Leaving the images out, output each entry below exactly.

BEGIN MATERIAL SUPPLIED

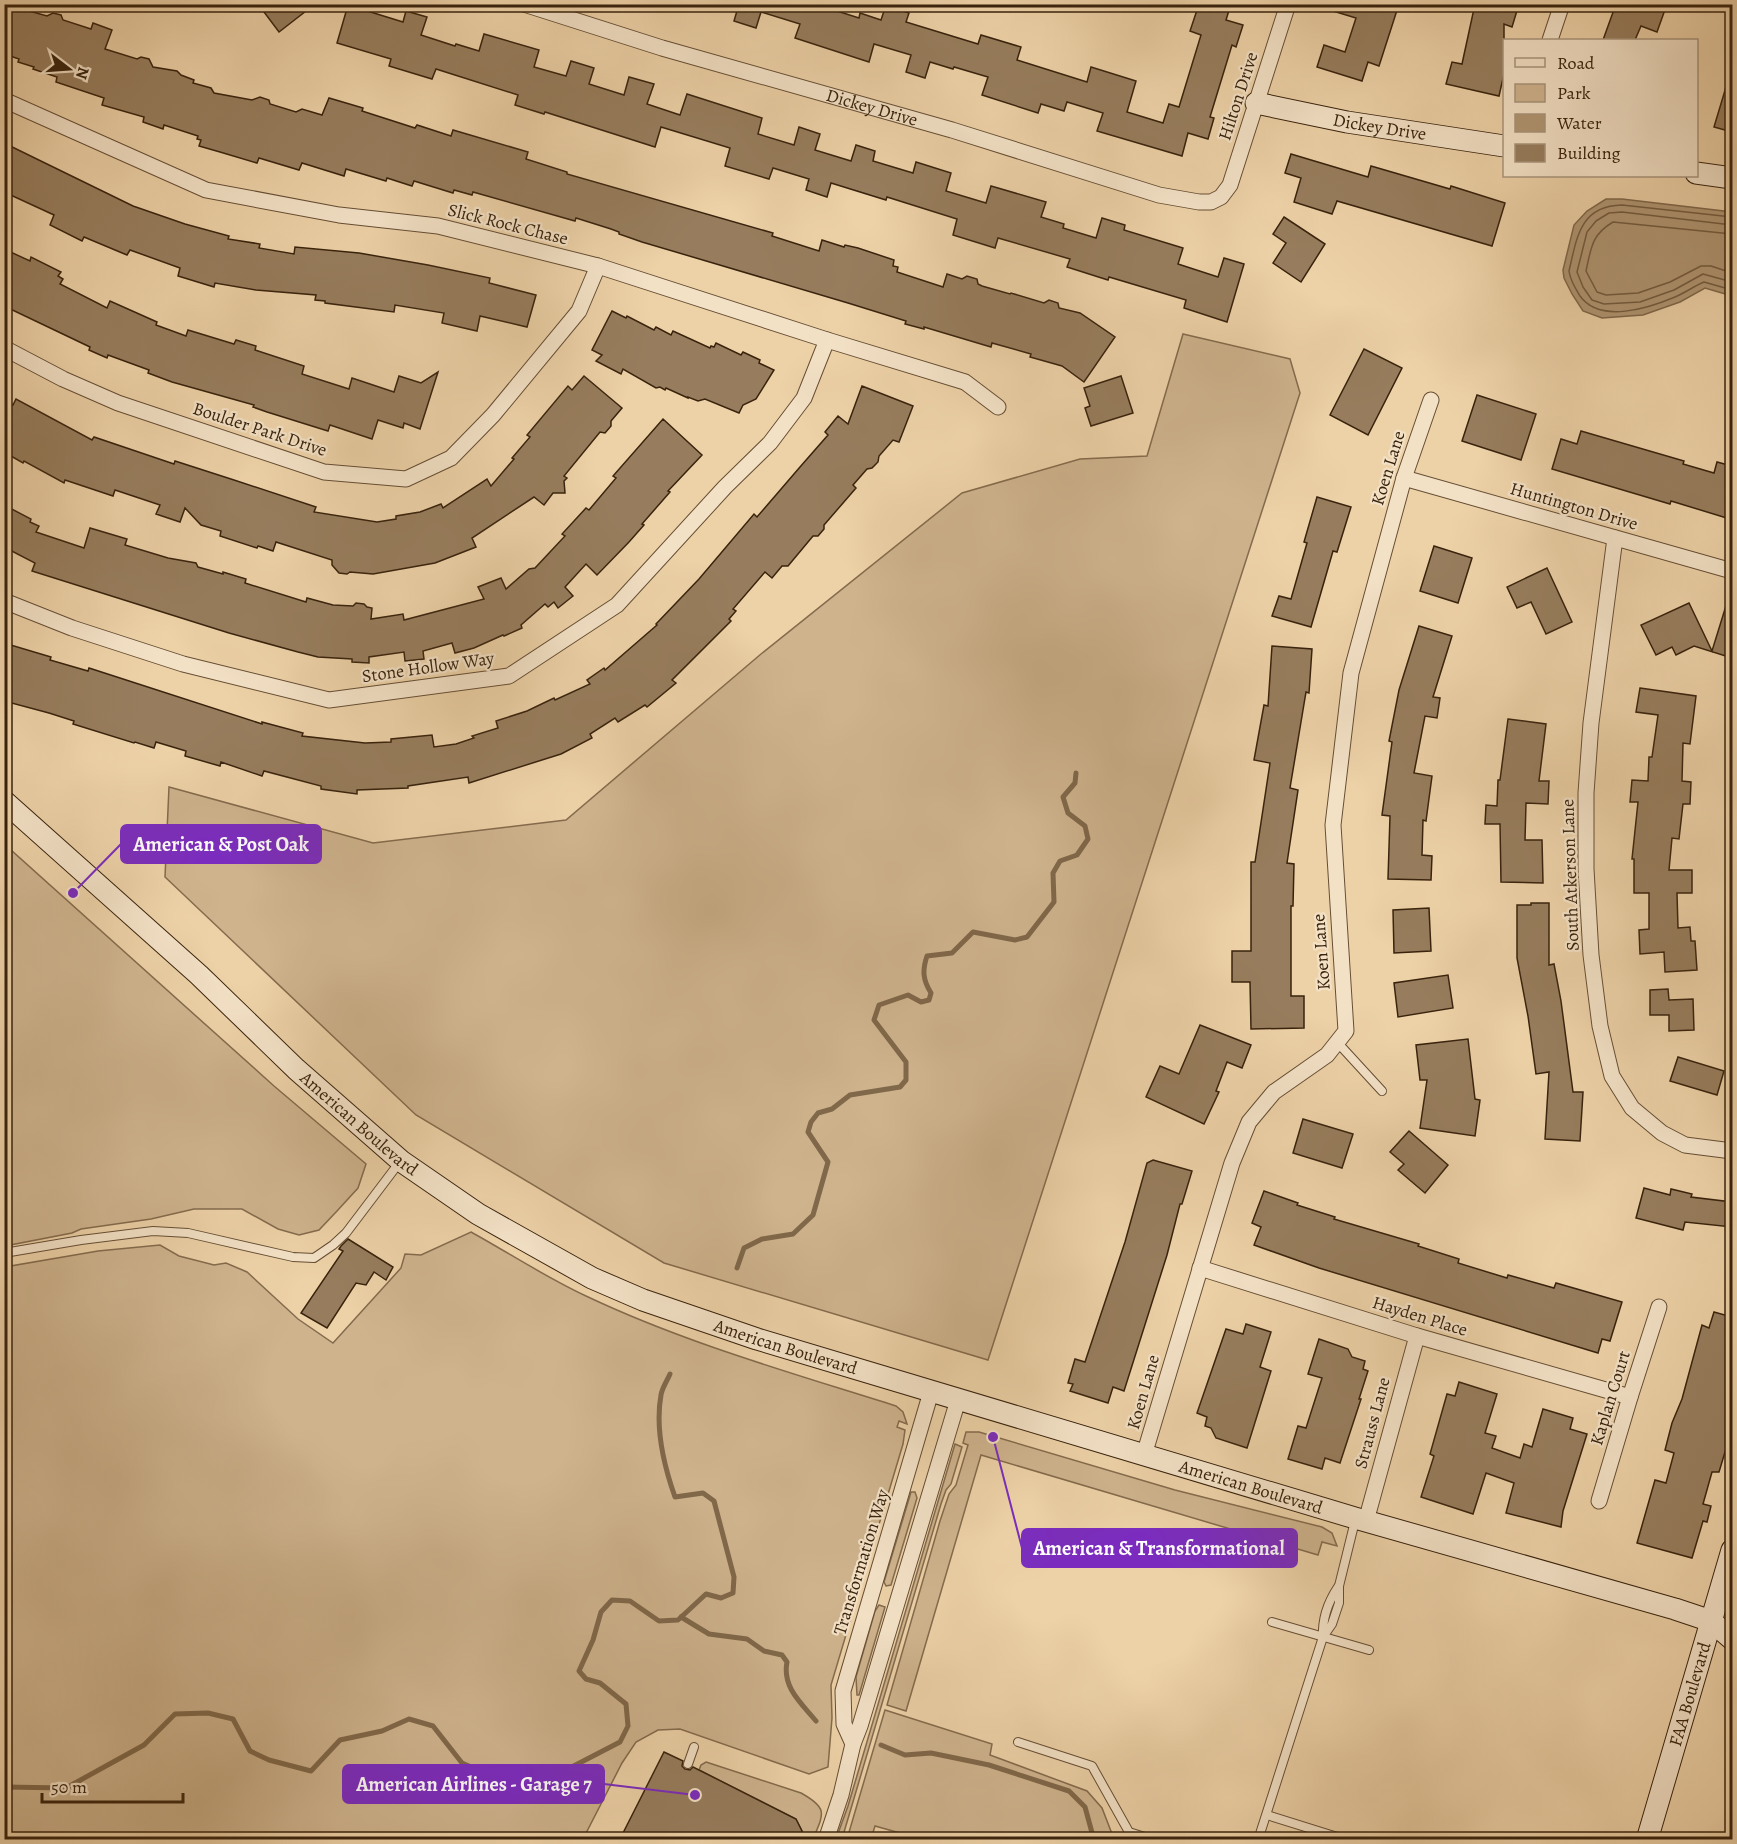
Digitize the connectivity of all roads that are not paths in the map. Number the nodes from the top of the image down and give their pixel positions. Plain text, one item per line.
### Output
1 (524, 4) edge
2 (1288, 4) edge
3 (1562, 4) edge
4 (1550, 39) edge
5 (4, 100) edge
6 (1256, 103) junction
7 (1503, 146) edge
8 (1698, 173) edge
9 (1732, 178) edge
10 (1221, 198) joint
11 (598, 266) junction
12 (827, 340) junction
13 (4, 348) edge
14 (1431, 400) dead end
15 (998, 407) dead end
16 (1404, 478) junction
17 (1615, 538) junction
18 (1732, 571) edge
19 (4, 601) edge
20 (4, 801) edge
21 (1337, 1042) junction
22 (1382, 1091) dead end
23 (1732, 1151) edge
24 (401, 1161) junction
25 (4, 1253) edge
26 (1200, 1268) junction
27 (1659, 1307) dead end
28 (1416, 1336) junction
29 (931, 1392) junction
30 (1630, 1397) junction
31 (957, 1400) junction
32 (1144, 1455) junction
33 (1599, 1502) dead end
34 (1360, 1520) junction
35 (1732, 1550) edge
36 (1732, 1617) edge
37 (1711, 1621) junction
38 (1272, 1622) dead end
39 (1323, 1637) junction
40 (1732, 1639) edge
41 (1369, 1650) dead end
42 (1018, 1742) dead end
43 (853, 1744) junction
44 (694, 1747) dead end
45 (688, 1764) dead end
46 (1267, 1815) junction
47 (826, 1839) edge
48 (1154, 1839) edge
49 (1258, 1839) edge
50 (1347, 1839) edge
51 (1647, 1839) edge

1 - 10 street, Dickey Drive
2 - 6 street, Hilton Drive
3 - 4 street
5 - 11 street, Slick Rock Chase
6 - 7 street, Dickey Drive
6 - 10 street, Hilton Drive
8 - 9 street
11 - 12 street, Slick Rock Chase
11 - 13 street, Boulder Park Drive
12 - 15 street, Slick Rock Chase
12 - 19 street, Stone Hollow Way
14 - 16 street, Koen Lane
16 - 17 street, Huntington Drive
16 - 21 street, Koen Lane
17 - 18 street, Huntington Drive
17 - 23 street, South Atkerson Lane
20 - 24 street, American Boulevard
21 - 22 lane
21 - 26 street, Koen Lane
24 - 25 lane
24 - 29 street, American Boulevard
26 - 28 street, Hayden Place
26 - 32 street, Koen Lane
27 - 30 street, Kaplan Court
28 - 30 street, Hayden Place
28 - 34 street, Strauss Lane
29 - 31 street, American Boulevard
29 - 43 street, Transformation Way
30 - 33 street, Kaplan Court
31 - 32 street, American Boulevard
31 - 43 street
32 - 34 street, American Boulevard
34 - 37 street, American Boulevard
34 - 39 lane
35 - 37 street, FAA Boulevard
36 - 37 street, American Boulevard
37 - 40 street, American Boulevard
37 - 51 street, FAA Boulevard
38 - 39 lane
39 - 41 lane
39 - 46 lane
42 - 48 lane
43 - 47 street
44 - 45 lane
46 - 49 lane
46 - 50 lane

END MATERIAL SUPPLIED

> **ANSWER BOX**:
Digitize the connectivity of all roads that are not paths in the map. Number the nodes from the top of the image down and give their pixel positions. Plain text, one item per line.
### Output
1 (524, 4) edge
2 (1288, 4) edge
3 (1562, 4) edge
4 (1550, 39) edge
5 (4, 100) edge
6 (1256, 103) junction
7 (1503, 146) edge
8 (1698, 173) edge
9 (1732, 178) edge
10 (1221, 198) joint
11 (598, 266) junction
12 (827, 340) junction
13 (4, 348) edge
14 (1431, 400) dead end
15 (998, 407) dead end
16 (1404, 478) junction
17 (1615, 538) junction
18 (1732, 571) edge
19 (4, 601) edge
20 (4, 801) edge
21 (1337, 1042) junction
22 (1382, 1091) dead end
23 (1732, 1151) edge
24 (401, 1161) junction
25 (4, 1253) edge
26 (1200, 1268) junction
27 (1659, 1307) dead end
28 (1416, 1336) junction
29 (931, 1392) junction
30 (1630, 1397) junction
31 (957, 1400) junction
32 (1144, 1455) junction
33 (1599, 1502) dead end
34 (1360, 1520) junction
35 (1732, 1550) edge
36 (1732, 1617) edge
37 (1711, 1621) junction
38 (1272, 1622) dead end
39 (1323, 1637) junction
40 (1732, 1639) edge
41 (1369, 1650) dead end
42 (1018, 1742) dead end
43 (853, 1744) junction
44 (694, 1747) dead end
45 (688, 1764) dead end
46 (1267, 1815) junction
47 (826, 1839) edge
48 (1154, 1839) edge
49 (1258, 1839) edge
50 (1347, 1839) edge
51 (1647, 1839) edge

1 - 10 street, Dickey Drive
2 - 6 street, Hilton Drive
3 - 4 street
5 - 11 street, Slick Rock Chase
6 - 7 street, Dickey Drive
6 - 10 street, Hilton Drive
8 - 9 street
11 - 12 street, Slick Rock Chase
11 - 13 street, Boulder Park Drive
12 - 15 street, Slick Rock Chase
12 - 19 street, Stone Hollow Way
14 - 16 street, Koen Lane
16 - 17 street, Huntington Drive
16 - 21 street, Koen Lane
17 - 18 street, Huntington Drive
17 - 23 street, South Atkerson Lane
20 - 24 street, American Boulevard
21 - 22 lane
21 - 26 street, Koen Lane
24 - 25 lane
24 - 29 street, American Boulevard
26 - 28 street, Hayden Place
26 - 32 street, Koen Lane
27 - 30 street, Kaplan Court
28 - 30 street, Hayden Place
28 - 34 street, Strauss Lane
29 - 31 street, American Boulevard
29 - 43 street, Transformation Way
30 - 33 street, Kaplan Court
31 - 32 street, American Boulevard
31 - 43 street
32 - 34 street, American Boulevard
34 - 37 street, American Boulevard
34 - 39 lane
35 - 37 street, FAA Boulevard
36 - 37 street, American Boulevard
37 - 40 street, American Boulevard
37 - 51 street, FAA Boulevard
38 - 39 lane
39 - 41 lane
39 - 46 lane
42 - 48 lane
43 - 47 street
44 - 45 lane
46 - 49 lane
46 - 50 lane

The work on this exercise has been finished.